La consistencia estratégica juega un papel fundamental dentro de la competencia por el liderazgo internacional entre China y Estados Unidos. Dicha consistencia se traduce en un curso de acción sostenido en la persecución de objetivos claros. Ello no sólo implica la presencia de un mapa de ruta sino la capacidad para evitar la distracción y el desvío.
De entrada, Estados Unidos se halla en desventaja en este campo. Como la superpotencia establecida, dicho país se encuentra geopolíticamente involucrado en diferentes escenarios de manera simultánea. Sus riesgos de distracción y dispersión resultan, por tanto, mucho mayores que los de China. De hecho, en los últimos dos años Estados Unidos ha estado a punto en varias ocasiones de irse por la tangente y adentrarse en una guerra absolutamente innecesaria con Irán.
A la inversa, con ambiciones geopolíticas más localizadas y cercanas a casa, China resulta más proclive a mantenerse en foco y a circunscribir sus acciones a un sentido de propósito definido. A la vez, sus objetivos han sido plasmados de manera precisa. Para 2049, centenario de la fundación de la República Popular, China aspira a alcanzar una prominencia acorde a su pasado glorioso. Proyectos como el del Sueño Chino de Rejuvenecimiento Nacional o el Hecho en China 2025, convergen en definir metas concretas que deberán haber sido alcanzadas para esa fecha. El compás estratégico de China es claro.
Kevin Rudd, ex Primer Ministro de Australia, captaba bien esta diferencia de compás estratégico: “Desde el fin de la Unión Soviética ha habido poca dirección estratégica en la idea de Occidente y en los elementos centrales de la democracia liberal. Por el contrario, Occidente se muestra autosatisfecho y globalmente complaciente. China, por el contrario, marcha con paso firme hacia la realización del destino que se ha trazado. China dispone de una estrategia clara. Occidente no tiene ninguna” (“Xi Jinping offers a long-term view of China’s ambition”, Financial Times, October23, 2017).
Durante su confrontación con la Unión Soviética, en efecto, Occidente y muy particularmente Estados Unidos dispusieron de un claro rumbo estratégico. Este vino determinado por el componente ideológico.

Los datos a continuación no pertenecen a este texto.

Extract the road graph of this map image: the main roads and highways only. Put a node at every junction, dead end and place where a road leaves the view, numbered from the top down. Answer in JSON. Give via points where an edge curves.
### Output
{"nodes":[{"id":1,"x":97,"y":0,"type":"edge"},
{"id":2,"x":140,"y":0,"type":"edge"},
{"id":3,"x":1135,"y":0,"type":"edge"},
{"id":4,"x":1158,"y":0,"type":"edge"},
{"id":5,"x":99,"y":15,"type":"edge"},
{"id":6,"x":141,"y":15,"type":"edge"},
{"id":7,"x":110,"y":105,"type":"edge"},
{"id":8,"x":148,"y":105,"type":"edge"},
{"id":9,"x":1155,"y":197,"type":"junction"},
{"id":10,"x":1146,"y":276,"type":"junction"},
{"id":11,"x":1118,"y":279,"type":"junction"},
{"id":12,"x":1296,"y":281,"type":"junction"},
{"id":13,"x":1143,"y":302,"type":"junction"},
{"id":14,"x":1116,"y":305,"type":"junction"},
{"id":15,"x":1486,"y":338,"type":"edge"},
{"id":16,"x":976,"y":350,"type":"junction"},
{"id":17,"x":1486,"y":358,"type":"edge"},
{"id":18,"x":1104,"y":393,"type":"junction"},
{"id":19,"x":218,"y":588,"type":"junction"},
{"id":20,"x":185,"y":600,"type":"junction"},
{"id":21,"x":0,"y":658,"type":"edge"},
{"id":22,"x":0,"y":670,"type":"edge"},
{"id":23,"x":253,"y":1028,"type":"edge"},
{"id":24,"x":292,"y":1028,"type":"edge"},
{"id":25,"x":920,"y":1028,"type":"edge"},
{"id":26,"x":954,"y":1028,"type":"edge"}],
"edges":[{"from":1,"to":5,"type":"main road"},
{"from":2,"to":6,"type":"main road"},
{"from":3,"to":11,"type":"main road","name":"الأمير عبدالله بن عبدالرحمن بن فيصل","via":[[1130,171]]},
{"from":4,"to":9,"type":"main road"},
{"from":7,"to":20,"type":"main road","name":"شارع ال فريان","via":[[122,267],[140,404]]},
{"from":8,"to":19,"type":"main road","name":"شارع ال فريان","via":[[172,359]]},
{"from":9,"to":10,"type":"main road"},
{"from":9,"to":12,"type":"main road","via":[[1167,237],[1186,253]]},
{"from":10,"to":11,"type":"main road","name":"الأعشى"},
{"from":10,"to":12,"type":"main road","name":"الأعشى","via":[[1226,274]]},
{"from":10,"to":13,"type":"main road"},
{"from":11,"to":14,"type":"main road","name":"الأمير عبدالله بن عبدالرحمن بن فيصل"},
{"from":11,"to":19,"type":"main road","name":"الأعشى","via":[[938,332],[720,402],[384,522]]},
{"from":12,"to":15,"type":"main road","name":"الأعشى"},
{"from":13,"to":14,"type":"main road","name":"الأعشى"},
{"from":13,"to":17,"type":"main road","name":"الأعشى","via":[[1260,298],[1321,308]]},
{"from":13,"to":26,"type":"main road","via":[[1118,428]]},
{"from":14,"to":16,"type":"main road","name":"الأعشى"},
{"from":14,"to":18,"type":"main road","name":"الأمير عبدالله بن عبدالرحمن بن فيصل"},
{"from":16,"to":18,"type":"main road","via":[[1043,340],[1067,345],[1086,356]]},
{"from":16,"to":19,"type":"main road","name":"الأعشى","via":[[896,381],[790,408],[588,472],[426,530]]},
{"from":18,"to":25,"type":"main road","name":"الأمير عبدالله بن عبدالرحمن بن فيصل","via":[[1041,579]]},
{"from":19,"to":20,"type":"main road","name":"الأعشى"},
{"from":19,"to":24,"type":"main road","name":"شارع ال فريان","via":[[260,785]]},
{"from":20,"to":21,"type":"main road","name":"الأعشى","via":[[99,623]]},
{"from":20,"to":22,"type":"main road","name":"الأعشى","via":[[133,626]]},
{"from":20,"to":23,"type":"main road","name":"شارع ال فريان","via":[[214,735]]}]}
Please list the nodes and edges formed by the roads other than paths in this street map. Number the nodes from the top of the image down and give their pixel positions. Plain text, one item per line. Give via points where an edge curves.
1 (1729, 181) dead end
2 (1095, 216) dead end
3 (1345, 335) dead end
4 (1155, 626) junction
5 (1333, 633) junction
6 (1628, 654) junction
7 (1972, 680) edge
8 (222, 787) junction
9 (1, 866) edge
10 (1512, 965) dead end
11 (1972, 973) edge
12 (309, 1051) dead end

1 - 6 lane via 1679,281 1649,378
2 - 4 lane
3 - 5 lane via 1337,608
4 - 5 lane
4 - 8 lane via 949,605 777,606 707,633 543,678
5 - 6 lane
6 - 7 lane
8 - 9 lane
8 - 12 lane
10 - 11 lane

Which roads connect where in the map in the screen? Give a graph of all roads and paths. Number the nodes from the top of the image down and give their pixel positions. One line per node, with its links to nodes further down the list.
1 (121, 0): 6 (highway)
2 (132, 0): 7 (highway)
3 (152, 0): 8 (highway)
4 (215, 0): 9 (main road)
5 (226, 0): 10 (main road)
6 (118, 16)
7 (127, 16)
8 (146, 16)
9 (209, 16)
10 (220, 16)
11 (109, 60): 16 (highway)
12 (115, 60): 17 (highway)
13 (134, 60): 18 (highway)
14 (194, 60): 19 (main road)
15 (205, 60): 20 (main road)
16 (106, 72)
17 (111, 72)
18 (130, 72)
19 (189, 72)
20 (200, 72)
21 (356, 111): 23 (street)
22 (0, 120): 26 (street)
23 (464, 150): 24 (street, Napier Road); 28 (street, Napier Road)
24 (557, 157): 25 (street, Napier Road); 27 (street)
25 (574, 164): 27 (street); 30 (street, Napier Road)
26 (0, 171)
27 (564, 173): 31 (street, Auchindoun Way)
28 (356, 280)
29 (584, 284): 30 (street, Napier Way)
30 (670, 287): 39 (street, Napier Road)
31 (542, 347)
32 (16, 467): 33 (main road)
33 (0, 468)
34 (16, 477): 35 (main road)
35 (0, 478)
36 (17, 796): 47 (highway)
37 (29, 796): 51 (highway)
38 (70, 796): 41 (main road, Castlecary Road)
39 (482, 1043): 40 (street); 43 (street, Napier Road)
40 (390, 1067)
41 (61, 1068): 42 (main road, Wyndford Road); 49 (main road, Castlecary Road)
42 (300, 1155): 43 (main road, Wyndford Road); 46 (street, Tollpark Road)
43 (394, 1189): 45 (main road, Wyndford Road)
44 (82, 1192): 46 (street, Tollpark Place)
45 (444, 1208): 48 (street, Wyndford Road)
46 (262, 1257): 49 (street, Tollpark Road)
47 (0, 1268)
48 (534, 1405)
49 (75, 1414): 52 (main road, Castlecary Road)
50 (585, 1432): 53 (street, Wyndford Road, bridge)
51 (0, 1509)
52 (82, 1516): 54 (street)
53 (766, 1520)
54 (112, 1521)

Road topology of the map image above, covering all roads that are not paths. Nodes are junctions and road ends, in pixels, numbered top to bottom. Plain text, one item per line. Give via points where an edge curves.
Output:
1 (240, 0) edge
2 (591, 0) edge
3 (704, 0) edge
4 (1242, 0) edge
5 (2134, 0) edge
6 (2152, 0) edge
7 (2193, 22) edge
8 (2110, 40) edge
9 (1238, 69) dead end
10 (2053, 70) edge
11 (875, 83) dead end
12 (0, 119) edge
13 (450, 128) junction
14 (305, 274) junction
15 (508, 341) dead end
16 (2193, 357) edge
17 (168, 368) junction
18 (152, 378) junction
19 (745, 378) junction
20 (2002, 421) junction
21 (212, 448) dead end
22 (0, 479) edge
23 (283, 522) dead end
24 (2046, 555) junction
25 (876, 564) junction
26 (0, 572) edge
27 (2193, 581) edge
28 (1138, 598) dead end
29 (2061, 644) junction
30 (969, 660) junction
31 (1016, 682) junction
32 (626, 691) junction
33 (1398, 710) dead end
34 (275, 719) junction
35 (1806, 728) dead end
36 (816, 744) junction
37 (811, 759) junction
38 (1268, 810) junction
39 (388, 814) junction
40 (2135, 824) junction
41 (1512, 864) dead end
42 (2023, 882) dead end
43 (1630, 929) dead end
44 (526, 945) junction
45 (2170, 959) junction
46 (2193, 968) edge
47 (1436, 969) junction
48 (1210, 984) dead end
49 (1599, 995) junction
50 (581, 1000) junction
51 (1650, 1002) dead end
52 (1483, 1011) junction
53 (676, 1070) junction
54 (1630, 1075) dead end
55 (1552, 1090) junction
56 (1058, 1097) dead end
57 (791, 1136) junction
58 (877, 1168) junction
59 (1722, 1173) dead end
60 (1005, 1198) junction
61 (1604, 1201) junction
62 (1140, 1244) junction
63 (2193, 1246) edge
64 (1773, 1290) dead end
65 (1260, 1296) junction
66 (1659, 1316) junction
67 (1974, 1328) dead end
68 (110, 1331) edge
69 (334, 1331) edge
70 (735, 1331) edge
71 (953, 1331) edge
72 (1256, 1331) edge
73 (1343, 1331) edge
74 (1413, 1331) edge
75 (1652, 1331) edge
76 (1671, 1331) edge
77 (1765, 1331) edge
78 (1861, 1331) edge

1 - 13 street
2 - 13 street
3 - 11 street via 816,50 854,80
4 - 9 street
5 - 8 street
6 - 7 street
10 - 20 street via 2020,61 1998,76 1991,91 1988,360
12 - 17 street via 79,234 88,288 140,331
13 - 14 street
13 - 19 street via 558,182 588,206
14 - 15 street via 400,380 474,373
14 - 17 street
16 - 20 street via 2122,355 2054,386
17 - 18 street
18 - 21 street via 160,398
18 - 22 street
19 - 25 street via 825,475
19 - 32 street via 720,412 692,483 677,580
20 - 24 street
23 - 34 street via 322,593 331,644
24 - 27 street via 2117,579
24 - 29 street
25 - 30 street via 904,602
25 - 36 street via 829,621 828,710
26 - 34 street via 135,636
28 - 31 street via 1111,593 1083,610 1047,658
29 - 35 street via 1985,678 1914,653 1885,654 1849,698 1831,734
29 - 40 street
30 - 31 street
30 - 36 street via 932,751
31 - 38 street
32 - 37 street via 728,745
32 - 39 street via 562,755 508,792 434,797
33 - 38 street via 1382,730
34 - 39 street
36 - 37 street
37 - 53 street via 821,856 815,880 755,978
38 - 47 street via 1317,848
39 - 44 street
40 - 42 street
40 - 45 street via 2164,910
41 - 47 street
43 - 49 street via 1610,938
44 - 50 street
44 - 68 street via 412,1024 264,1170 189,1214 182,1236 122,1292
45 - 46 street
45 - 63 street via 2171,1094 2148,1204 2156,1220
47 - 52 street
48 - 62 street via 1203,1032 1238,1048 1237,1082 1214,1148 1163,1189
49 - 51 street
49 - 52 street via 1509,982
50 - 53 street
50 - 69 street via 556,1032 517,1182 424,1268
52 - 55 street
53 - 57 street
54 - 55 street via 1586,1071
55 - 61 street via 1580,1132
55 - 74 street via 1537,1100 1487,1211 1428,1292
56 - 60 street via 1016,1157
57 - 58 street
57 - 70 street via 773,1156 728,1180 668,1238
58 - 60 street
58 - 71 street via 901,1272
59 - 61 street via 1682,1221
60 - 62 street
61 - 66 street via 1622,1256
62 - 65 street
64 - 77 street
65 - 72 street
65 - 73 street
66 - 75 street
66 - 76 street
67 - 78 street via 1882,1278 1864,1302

Esta nueva Guerra Fría entre Estados Unidos y China no responde sin embargo a elementos ideológicos. El régimen chino no busca venderle a nadie las virtudes del comunismo. Ni siquiera a su propia población. La nueva identidad china se mide por la capacidad de proveer resultados. En tal sentido, la emergente Guerra Fría con Washington se plantea en términos de eficiencia. En la eficiencia que sepan mostrar sus dos modelos, uno autoritario y el otro democrático, para responder a los retos planteados.
Para Estados Unidos ello representa la peor de las opciones posibles, pues encuentra al país en medio de una crisis institucional profunda que ha hecho de su modelo un paradigma de disfuncionalidad. Estados Unidos se ha transformado, efectivamente, en una sociedad fracturada en la que sus divisiones se han vuelto irreconciliables. En el pasado, tales divisiones se planteaban a un nivel vertical en el que el anverso de cada posición encontraba su reverso, pero en donde anversos y reversos se mezclaban sin proyectar identidades definidas. En la actualidad, en cambio, tales divisiones se han fusionado con las identidades partidistas, desatando una profunda polarización. Dos sociedades enfrentadas coexisten lado a lado, demonizándose y buscando destruirse. El país evidencia, como consecuencia, una gigantesca fractura horizontal que está tornando cada vez más inoperativas a sus instituciones.
Así las cosas, un modelo democrático pero absolutamente disfuncional muestra su incapacidad creciente para competir, en términos de eficiencia, con un modelo autoritario pero con capacidad de respuesta. El Covid-19 ha dado evidencia de ello. Aunque culpable de la falta de transparencia inicial, que coadyuvó a la difusión mundial de la pandemia, China ha logrado controlar ésta en su territorio. Contando con una población de 1.3 mil millones de habitantes, China se coloca al nivel de países como Singapur o Dinamarca que apenas rondan los seis millones, en el control del coronavirus. Del millón de muertos que ha producido el coronavirus en el mundo, en cambio, Estados Unidos con apenas 4% de la población global ha aportado 20% de los muertos.
Mientras China persigue el objetivo preciso de convertirse en el número uno para el 2049, Estados Unidos se ha transformado en un lugar impredecible. Impredecible e ineficiente. Mientras es imposible determinar en qué dirección se dirige su sociedad a mediano plazo, es claro que el país continuará cambiando de rumbo con cada cambio de inquilino en la Casa Blanca. Mientras cada nueva manifestación de eficiencia confirmará el rumbo de China, cada nueva evidencia de disfuncionalidad no hará más que incrementar la desorientación estadounidense.